Chloroacetaldehyde

Administrative data

Endpoint:

in vivo mammalian cell study: DNA damage and/or repair

Remarks:

Type of genotoxicity: DNA damage and/or repair

Type of information:

experimental study

Adequacy of study:

disregarded due to major methodological deficiencies

Reliability:

2 (reliable with restrictions)

Rationale for reliability incl. deficiencies:

other: Only male rats tested.

Data source

Materials and methods

Principles of method if other than guideline:

Single oral dose in distilledwater, 4 h after treatment sacrifice by decapitation.
Dosage: 1/4 - 1/3 of the LD50 based on earlier studies demonstrating biological activity.
Control animals: vehicle only.
1.5 g of the superior-anterior lobe of the liver was removed and analyzed.
An alkaline unwinding assay was used to quantitate the induction of DNA strand breaks:
DAUA = DNA Alkaline Unwinding Assay; estimates the extent of DNA damage (strand breaks) via the assessment of the percentage of DNA remaining double stranded after alkaline unwinding.

GLP compliance:

not specified

Type of assay:

other: DNA strand breaks

Test material

Test animals

Species:

rat

Strain:

Fischer 344

Sex:

male

Details on test animals or test system and environmental conditions:

Male Fischer 344 rats (250-300 g) were purchased from Charles River (Wilmington, MA).
Animals were quarantined for two weeks, food and water ad libitum, 12-hr light-dark-cycle, 22 +/- 2°C, 40-60% humidity.

Administration / exposure

Route of administration:

oral: gavage

Vehicle:

water

Details on exposure:

single oral dose

Duration of treatment / exposure:

single treatment

Frequency of treatment:

single treatment

Post exposure period:

4 h

No. of animals per sex per dose:

No data, animals receiving high doses of 5-10 mmol/kg did not survive.
Highest dose tested: 5 mmol/kg

Control animals:

yes, concurrent vehicle

Positive control(s):

Positive control: N-nitroso-diethylamine (DENA)

Examinations

Tissues and cell types examined:

liver: 1.5 g of the superior-anterior lobe of the liver was removed and analyzed.

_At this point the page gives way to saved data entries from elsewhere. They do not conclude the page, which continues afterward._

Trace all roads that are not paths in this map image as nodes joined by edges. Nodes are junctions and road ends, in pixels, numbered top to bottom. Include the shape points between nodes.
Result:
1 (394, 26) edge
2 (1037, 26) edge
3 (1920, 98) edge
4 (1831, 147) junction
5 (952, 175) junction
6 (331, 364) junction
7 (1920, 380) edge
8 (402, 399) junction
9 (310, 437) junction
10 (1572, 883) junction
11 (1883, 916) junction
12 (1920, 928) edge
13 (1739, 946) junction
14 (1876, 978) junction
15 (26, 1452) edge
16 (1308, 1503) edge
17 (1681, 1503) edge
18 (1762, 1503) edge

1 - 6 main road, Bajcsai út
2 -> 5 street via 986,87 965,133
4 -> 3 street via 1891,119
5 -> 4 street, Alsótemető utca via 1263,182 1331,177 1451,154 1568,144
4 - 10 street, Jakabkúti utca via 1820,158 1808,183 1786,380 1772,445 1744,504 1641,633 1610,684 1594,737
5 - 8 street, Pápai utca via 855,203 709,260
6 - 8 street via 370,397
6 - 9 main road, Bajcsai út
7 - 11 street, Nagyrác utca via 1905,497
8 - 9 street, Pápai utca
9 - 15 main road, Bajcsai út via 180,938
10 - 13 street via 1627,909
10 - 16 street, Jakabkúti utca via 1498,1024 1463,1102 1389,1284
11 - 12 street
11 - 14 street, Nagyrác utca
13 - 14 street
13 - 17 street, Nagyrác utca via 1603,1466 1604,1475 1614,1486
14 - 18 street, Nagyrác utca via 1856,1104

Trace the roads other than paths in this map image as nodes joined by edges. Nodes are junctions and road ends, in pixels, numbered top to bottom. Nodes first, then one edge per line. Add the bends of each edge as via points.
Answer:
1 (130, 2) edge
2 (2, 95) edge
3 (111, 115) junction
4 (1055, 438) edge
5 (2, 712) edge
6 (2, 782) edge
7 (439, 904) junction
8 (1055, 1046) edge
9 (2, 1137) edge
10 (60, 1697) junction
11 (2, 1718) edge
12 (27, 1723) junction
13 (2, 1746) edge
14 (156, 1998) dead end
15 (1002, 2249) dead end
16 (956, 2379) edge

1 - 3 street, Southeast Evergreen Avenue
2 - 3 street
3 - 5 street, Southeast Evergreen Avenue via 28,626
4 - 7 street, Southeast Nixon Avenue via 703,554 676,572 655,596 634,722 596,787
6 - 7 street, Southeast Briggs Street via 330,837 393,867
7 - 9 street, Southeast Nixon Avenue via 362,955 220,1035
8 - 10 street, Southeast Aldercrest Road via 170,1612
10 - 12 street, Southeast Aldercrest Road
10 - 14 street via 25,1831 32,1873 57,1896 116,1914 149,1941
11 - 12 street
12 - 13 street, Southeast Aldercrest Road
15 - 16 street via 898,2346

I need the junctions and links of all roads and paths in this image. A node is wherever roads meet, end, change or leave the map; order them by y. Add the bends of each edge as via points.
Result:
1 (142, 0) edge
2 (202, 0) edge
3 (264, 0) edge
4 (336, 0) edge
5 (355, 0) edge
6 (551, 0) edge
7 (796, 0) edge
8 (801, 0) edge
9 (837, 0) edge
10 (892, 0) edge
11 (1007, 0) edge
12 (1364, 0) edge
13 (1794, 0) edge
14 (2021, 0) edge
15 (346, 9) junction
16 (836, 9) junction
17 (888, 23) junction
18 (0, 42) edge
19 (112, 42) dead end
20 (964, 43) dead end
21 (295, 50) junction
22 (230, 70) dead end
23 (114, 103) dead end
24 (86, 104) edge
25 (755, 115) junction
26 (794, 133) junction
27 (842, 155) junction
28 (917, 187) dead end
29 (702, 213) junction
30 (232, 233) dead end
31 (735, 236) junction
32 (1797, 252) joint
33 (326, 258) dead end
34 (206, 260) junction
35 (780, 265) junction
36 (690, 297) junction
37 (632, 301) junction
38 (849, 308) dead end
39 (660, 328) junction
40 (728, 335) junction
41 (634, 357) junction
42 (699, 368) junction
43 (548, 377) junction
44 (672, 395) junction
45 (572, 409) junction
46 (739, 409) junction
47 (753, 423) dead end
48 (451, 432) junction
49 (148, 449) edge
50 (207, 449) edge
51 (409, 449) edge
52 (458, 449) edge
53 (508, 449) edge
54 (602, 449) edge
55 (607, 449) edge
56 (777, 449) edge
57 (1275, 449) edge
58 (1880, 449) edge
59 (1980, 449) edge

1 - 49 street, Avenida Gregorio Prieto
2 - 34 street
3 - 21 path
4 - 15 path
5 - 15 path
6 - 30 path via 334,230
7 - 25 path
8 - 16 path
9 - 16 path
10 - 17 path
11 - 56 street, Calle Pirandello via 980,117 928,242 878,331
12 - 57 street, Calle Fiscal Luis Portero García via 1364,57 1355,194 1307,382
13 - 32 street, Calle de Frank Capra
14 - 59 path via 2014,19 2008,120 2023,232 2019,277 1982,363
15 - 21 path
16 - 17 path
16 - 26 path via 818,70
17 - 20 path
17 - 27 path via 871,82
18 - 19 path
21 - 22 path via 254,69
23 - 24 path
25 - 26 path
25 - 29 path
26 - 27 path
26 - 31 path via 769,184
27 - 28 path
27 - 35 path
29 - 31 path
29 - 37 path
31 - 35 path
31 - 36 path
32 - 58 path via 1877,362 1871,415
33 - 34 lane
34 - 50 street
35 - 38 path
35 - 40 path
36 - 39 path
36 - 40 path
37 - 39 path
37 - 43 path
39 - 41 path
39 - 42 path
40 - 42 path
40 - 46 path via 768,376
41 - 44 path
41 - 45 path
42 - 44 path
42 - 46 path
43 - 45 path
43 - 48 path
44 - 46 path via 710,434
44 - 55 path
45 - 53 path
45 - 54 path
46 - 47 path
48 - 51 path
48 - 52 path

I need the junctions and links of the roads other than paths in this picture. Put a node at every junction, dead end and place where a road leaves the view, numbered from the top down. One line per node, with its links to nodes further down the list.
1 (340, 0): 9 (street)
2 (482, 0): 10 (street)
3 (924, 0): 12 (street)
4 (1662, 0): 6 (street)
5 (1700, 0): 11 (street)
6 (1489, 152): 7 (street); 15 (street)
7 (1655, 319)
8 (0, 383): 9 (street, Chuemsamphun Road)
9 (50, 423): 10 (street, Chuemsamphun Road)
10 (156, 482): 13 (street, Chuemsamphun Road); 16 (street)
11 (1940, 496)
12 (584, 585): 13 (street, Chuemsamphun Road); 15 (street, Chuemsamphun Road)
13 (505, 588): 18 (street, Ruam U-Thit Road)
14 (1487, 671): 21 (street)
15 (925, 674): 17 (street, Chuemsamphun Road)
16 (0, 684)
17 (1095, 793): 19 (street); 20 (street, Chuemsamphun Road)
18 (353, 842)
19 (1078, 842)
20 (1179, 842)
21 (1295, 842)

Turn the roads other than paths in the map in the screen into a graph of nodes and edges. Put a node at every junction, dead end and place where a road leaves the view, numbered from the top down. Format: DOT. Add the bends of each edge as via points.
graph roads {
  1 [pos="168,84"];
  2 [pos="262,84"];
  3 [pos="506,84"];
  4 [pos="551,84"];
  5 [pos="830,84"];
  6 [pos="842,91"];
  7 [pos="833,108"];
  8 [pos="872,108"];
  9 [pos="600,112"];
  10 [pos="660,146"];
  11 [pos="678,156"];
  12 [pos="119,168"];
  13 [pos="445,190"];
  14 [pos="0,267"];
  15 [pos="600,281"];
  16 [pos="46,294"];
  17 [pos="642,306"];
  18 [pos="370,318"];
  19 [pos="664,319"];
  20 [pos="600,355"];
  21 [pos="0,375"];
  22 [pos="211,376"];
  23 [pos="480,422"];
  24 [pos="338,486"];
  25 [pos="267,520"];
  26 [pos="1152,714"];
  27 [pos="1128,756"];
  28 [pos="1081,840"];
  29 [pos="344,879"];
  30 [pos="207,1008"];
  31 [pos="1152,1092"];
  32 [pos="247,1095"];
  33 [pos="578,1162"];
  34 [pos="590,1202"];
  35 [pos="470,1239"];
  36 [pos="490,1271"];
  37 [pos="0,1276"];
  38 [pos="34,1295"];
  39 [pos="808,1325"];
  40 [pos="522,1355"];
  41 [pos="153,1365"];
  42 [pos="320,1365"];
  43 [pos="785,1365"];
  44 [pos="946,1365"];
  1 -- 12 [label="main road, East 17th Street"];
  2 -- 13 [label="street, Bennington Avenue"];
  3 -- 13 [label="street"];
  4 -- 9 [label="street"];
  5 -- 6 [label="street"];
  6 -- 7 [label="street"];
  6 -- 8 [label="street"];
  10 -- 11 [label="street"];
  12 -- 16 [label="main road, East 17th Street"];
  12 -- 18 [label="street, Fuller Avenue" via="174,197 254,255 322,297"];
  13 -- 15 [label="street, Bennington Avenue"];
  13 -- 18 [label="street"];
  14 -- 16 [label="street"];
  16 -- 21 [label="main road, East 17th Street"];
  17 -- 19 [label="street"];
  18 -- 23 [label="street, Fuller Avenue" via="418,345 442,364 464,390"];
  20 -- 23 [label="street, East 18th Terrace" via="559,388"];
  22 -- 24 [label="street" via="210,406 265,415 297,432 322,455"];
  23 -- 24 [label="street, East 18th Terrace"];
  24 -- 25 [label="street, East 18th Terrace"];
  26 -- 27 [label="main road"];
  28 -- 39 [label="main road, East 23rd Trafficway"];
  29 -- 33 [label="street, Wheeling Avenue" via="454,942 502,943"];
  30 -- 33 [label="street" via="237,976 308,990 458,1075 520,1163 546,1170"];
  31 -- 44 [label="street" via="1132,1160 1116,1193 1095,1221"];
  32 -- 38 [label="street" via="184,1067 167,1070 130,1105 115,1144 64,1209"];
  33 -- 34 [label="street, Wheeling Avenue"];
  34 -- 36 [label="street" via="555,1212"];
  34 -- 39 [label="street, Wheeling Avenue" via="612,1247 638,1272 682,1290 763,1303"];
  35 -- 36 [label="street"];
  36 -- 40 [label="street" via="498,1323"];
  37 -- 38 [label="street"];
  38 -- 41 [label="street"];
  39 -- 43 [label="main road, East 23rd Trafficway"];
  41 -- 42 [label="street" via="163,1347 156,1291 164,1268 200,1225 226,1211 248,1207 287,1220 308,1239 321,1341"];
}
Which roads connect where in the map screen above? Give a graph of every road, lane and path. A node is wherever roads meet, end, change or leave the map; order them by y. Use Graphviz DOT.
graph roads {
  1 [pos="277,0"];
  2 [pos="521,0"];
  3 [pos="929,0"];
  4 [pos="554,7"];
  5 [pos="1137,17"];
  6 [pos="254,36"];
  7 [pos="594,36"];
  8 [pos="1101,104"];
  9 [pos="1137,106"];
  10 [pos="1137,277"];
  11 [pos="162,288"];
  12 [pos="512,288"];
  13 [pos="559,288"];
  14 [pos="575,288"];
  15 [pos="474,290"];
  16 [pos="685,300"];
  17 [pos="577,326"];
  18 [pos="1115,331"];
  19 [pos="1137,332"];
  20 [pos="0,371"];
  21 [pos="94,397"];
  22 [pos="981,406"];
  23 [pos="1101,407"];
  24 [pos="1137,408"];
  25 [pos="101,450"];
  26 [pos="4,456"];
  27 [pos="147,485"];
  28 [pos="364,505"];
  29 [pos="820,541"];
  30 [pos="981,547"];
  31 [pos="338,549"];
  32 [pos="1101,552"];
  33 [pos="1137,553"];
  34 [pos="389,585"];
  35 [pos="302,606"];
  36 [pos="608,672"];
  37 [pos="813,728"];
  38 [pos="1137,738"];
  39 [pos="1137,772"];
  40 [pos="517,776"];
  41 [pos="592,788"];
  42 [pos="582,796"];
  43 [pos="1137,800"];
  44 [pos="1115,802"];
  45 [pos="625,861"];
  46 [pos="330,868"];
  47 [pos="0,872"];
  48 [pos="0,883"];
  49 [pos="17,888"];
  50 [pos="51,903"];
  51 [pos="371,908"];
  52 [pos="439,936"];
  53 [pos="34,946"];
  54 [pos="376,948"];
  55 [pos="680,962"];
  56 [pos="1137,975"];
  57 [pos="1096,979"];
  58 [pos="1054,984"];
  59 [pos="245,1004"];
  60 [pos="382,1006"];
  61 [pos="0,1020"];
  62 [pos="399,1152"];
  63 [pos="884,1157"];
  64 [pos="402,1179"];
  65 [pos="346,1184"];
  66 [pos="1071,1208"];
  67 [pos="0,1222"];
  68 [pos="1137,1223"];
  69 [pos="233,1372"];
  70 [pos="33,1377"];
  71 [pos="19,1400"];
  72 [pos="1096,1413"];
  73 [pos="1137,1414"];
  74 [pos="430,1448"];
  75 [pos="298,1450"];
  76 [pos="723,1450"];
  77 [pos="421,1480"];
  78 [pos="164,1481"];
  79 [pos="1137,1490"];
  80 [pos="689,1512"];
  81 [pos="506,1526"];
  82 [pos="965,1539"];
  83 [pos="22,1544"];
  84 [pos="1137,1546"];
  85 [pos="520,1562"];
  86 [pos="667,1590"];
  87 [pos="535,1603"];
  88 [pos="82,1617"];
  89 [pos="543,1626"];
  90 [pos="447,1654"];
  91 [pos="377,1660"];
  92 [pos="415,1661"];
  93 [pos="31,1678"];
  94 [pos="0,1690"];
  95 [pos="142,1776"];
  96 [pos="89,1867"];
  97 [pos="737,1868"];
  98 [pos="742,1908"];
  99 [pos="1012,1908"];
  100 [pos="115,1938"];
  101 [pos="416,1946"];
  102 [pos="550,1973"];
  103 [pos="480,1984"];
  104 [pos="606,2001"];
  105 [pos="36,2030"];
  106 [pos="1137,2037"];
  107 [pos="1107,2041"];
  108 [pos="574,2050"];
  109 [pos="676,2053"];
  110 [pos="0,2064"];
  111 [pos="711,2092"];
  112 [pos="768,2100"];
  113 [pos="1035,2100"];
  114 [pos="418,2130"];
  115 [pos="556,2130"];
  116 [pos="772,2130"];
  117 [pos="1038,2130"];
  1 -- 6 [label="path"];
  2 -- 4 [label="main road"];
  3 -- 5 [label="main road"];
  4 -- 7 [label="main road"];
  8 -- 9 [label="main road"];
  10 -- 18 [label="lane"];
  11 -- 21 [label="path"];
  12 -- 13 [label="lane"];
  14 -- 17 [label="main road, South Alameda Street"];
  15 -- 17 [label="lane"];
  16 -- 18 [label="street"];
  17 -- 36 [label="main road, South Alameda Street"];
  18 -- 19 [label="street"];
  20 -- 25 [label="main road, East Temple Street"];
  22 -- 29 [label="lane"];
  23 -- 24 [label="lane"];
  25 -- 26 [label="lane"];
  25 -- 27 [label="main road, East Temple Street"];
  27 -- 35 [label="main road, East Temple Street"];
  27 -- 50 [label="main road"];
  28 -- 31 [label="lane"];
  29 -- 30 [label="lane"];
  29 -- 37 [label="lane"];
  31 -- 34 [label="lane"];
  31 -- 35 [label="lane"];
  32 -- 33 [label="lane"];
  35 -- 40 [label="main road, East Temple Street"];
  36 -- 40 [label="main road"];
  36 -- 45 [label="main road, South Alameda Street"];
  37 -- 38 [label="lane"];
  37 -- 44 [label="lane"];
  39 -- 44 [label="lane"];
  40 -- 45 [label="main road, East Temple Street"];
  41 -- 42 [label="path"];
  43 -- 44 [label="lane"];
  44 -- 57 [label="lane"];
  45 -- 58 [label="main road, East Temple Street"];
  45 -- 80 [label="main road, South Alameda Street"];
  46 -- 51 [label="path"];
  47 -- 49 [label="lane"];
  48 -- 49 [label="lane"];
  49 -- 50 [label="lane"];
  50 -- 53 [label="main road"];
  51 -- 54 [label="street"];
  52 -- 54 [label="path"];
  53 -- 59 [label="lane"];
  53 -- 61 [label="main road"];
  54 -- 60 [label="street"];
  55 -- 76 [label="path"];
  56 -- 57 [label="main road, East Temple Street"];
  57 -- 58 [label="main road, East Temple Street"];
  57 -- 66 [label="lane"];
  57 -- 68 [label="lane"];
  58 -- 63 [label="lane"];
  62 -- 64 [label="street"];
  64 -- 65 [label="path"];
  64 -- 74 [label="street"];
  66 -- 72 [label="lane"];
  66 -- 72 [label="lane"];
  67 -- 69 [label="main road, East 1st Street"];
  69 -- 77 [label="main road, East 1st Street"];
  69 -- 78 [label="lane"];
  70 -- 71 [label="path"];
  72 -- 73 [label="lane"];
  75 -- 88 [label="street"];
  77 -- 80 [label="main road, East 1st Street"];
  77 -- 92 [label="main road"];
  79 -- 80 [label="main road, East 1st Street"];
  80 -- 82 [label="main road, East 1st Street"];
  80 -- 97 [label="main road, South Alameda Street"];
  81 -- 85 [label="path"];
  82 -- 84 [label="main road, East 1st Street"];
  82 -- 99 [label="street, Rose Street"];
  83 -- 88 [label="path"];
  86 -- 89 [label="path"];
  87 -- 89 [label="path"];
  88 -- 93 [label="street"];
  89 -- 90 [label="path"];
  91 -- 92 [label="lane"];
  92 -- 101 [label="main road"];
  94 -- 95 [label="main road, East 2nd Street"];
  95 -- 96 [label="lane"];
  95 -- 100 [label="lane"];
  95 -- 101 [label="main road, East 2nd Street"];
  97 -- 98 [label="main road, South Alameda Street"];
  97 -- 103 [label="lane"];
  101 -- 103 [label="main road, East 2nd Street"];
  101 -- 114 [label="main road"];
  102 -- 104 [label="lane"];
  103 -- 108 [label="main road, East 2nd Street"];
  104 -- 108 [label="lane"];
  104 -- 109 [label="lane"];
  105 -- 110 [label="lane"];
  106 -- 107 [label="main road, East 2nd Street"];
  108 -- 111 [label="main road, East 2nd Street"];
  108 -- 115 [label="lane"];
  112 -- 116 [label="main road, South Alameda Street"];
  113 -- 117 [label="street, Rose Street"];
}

Details of tissue and slide preparation:

The liver was removed after decapitation, rinsed, placed in cold modified SBSS and pressed trough a stainless steel tissue press to remove connective tissue. The disrupted livers were mixed with SBSS and filtered. The suspended tissue was centrifuged, resuspended in cold PBS/EDTA and assayed in the DAUA.

Evaluation criteria:

DAUA time: 45 - 60 min. Single and double stranded DNA were separated on a hydroxyapatite column at 60°C. Hoechst dye 33258 was added and the amount of DNA in each fraction was determined fluorimetrically using a Shimadzu RF-5000U set at Ex 350 nm and Em 465 nm. The fraction F of double strand DNA remaining was calculated. A decreasing F value indicates an increase in DNA strand breakage.

Statistics:

The data were analyzed for statistical significance by use of the Dunnett`s test for multiple comparison of treatment means with a control mean.
The level of significance was set at alpha < 0.05.

Results and discussion

Additional information on results:

CAA was toxic at higher doses (5-10 mmol/kg) and the rats did not survive.
The positive control (DENA) induced significant levels of DNA damage.

Applicant's summary and conclusion

Conclusions:

Interpretation of results (migrated information): negative
CAA did not produce detectable DNA damage in vivo in the livers of male F344 rats killed 4 h after a single gavage treatment of the highest dose not causing death (5 mmol/kg). The F-value was not significantly reduced compared with the positive control.

Executive summary:

CAA did not produce detectable DNA damage in vivo in the livers of male F344 rats killed 4 h after a single gavage treatment of the highest dose not causing death (5 mmol/kg). The F-value was not significantly reduced compared with the positive control.